SLIDES: Vida selvagem no Pantanal e na Amazônia.
“Shhh!” diz o guia nativo Tito Jonas Cavalcanti Martins, desligando o motor do barco. Todos devem permanecer quietos, sem se mover muito para não interferir na rotina dos locais.
Centenas de espécies de animais terrestres e aquáticos vivem na Reserva de Desenvolvimento Sustentável Mamirauá, localizada a cerca de 600 km a oeste de Manaus, na confluência dos rios Solimões e Japurá. Esse é o primeiro destino dos alunos do Pantanal Partnership, clube estudantil da U-M.
Nas próximas semanas, esses estudantes de engenharia trabalharão com comunidades rurais em busca de soluções que melhorem suas vidas, como levar energia às escolas e projetar incineradores inovadores. Esses esforços têm como objetivo promover a autonomia local, preservar os habitats únicos da região e impulsionar o ecoturismo como uma fonte sustentável de apoio econômico para os próximos anos.
Com a voz baixa e um facão a mãos para abrir caminho para os barcos, Martins—nascido e criado nessa região rural da Amazônia—fala sobre a singularidade da reserva e sobre um macaco local que não pode ser encontrado em nenhum outro lugar do mundo: o uacari.

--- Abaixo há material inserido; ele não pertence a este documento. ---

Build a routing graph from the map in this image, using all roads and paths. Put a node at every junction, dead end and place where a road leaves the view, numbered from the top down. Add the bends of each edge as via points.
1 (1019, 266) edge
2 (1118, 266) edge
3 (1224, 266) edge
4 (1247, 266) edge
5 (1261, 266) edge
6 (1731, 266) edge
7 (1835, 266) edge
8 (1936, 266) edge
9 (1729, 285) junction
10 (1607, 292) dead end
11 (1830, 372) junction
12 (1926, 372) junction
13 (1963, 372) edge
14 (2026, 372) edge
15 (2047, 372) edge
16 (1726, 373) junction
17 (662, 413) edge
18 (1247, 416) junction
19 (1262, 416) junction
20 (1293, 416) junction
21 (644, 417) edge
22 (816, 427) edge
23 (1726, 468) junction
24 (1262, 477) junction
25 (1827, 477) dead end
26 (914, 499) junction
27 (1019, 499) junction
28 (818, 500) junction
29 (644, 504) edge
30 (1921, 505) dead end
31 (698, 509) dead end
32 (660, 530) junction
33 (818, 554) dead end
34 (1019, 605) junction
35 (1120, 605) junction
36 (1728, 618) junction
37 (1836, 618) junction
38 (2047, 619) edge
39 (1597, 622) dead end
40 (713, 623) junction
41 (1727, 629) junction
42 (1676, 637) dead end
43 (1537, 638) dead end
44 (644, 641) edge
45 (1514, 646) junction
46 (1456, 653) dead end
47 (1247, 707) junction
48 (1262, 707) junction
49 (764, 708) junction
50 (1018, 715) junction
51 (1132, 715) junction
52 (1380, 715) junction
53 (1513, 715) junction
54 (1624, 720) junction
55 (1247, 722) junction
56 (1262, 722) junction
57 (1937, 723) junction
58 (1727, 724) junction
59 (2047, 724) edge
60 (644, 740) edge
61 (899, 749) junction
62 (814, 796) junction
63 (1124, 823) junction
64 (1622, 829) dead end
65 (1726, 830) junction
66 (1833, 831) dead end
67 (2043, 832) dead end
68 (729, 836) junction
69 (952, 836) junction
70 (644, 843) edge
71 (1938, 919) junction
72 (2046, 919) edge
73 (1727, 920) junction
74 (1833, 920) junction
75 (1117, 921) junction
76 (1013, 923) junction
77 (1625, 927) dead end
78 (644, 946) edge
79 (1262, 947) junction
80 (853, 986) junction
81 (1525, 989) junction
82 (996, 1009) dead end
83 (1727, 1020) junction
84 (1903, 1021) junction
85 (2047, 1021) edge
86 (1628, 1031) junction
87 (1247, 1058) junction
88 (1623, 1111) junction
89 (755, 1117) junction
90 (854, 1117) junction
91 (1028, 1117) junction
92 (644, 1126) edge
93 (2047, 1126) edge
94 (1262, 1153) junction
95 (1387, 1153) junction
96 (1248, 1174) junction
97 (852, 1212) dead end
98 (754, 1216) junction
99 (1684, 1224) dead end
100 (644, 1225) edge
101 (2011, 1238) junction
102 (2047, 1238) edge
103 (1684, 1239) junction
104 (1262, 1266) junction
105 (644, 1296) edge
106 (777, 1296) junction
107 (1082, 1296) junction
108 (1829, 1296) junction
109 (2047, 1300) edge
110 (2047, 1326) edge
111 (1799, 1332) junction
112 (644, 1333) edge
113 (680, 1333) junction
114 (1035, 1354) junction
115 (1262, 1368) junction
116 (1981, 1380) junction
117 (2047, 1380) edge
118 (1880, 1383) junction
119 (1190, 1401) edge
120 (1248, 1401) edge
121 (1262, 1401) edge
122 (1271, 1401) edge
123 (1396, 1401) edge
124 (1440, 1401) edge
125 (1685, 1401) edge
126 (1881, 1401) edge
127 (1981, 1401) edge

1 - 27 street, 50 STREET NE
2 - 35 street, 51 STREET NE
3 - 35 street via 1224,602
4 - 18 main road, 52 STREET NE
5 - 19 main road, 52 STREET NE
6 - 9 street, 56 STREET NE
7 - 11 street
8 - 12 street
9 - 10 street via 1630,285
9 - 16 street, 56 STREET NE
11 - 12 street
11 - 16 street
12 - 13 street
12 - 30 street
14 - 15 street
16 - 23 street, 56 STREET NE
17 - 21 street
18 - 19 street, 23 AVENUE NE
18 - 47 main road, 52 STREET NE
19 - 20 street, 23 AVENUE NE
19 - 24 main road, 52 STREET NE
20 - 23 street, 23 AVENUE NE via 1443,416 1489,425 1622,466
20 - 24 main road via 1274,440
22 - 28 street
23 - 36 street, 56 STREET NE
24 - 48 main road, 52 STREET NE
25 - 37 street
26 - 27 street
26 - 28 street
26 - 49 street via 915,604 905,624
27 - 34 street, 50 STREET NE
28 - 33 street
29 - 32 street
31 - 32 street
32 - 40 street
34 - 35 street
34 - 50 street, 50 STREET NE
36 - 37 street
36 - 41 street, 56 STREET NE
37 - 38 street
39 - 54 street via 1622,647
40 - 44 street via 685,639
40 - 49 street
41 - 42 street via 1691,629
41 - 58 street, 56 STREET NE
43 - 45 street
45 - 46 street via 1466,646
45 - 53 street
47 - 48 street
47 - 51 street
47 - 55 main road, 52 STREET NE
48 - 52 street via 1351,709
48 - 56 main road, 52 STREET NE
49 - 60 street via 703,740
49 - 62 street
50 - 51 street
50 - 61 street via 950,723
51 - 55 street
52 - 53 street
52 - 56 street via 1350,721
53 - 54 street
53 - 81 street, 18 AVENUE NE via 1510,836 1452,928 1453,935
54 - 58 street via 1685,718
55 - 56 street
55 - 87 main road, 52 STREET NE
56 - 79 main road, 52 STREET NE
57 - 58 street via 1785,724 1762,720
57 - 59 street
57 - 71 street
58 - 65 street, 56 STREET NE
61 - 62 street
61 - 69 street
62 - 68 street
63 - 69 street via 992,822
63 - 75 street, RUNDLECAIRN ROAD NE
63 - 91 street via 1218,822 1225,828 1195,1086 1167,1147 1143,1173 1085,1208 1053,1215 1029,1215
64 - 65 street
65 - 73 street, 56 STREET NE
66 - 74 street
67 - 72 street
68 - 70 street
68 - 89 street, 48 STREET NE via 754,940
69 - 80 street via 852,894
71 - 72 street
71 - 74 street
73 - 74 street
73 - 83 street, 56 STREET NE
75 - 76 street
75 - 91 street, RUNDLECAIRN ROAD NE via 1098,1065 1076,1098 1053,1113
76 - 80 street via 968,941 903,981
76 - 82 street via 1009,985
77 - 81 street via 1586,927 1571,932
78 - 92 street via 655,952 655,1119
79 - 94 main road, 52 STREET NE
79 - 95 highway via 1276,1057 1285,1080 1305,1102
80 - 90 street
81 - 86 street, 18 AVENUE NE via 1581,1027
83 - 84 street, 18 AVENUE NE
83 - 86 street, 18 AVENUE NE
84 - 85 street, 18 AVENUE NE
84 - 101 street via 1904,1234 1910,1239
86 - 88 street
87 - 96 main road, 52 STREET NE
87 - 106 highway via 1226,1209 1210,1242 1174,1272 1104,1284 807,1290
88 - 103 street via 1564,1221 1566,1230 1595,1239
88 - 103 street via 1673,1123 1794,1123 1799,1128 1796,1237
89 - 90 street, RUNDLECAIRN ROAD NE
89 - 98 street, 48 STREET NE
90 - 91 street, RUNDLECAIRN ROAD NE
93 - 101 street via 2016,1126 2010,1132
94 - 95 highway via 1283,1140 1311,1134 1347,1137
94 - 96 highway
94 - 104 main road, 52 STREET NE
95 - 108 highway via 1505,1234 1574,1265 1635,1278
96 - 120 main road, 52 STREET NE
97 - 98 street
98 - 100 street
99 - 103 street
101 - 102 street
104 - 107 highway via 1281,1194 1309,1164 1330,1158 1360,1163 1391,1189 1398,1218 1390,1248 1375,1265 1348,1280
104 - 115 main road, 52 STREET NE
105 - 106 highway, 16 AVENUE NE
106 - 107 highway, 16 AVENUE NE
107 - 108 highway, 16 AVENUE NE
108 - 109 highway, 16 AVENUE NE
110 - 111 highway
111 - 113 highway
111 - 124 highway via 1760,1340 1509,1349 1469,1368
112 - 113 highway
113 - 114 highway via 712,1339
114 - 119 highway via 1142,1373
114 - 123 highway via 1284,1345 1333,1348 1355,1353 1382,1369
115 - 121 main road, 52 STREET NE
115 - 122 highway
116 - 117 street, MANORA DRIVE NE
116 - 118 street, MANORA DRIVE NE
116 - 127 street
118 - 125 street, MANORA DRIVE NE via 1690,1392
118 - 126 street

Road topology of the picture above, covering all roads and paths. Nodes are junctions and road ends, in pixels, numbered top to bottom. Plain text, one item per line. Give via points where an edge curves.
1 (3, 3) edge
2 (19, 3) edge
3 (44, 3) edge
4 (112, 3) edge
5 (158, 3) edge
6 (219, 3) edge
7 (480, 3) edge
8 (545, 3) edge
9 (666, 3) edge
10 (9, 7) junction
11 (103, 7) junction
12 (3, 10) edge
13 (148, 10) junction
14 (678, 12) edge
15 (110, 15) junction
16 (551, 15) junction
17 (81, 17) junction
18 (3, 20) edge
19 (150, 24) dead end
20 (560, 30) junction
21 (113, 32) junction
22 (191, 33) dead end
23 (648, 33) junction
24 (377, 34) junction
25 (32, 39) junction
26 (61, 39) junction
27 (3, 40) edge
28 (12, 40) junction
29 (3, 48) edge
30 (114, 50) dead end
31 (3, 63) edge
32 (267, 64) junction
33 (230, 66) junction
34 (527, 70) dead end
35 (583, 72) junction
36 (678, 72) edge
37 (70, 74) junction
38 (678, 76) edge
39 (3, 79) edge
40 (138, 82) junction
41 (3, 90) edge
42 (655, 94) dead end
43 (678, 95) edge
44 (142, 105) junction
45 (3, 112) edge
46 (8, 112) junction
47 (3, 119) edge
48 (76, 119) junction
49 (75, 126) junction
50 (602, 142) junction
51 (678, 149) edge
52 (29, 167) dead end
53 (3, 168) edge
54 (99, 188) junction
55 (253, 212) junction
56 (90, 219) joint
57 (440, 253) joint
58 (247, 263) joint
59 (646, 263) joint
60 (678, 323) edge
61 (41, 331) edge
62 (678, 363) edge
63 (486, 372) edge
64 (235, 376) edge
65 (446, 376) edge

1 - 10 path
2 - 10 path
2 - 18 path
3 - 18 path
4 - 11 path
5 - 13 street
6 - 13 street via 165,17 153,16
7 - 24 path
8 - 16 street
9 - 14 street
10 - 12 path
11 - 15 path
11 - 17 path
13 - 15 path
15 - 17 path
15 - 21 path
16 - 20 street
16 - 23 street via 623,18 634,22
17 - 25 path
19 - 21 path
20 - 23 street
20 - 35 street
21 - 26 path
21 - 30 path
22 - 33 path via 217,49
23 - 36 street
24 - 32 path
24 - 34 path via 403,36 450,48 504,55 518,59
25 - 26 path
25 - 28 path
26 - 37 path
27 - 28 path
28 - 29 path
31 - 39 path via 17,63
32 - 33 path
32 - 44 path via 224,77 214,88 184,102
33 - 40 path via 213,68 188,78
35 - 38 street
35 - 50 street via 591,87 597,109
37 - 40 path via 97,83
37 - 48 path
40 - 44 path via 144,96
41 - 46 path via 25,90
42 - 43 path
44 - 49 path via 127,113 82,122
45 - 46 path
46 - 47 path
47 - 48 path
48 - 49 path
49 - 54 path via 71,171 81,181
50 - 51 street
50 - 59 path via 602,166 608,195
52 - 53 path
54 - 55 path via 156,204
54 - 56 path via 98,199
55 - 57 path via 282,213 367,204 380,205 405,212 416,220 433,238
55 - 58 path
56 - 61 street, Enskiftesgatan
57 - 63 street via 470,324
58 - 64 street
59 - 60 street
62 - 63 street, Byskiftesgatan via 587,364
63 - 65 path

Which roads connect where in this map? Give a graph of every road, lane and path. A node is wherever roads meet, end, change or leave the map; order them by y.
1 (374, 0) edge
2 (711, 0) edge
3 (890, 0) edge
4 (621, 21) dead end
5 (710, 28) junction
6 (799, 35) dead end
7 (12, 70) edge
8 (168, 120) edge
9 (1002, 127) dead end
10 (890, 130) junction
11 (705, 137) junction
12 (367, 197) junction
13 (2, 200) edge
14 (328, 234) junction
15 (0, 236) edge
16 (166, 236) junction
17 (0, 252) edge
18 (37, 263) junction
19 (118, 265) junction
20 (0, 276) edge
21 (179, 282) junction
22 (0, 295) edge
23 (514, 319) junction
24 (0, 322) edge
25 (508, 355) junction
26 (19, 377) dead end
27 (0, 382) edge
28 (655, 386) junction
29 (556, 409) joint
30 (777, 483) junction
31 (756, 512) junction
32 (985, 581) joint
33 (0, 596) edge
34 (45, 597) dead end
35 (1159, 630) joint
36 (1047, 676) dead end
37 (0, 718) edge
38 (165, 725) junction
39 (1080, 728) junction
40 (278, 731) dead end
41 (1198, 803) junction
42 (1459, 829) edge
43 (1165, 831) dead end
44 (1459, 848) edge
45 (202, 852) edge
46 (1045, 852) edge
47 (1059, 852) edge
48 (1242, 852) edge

Com cauda curta, pêlos brancos e comportamento tímido, esses grandes macacos atraem turistas do mundo todo. Sua característica proeminente: um rosto vermelho brilhante que pode ser visto de longe em meio à verde folhagem.
“O uacari é uma das principais razões pelas quais tantas pessoas nos visitam,” disse Martins, um dos líderes da comunidade ribeirinha onde os estudantes da U-M visitam. “Muitos animais locais desapareceram ao longo dos anos. Estamos determinados a proteger esta área contra a caça ilegal e a exploração imprudente, para que tanto a minha geração quanto as próximas possam manter nossos direitos respeitados, além de usar os recursos naturais de maneira legal e sustentável.”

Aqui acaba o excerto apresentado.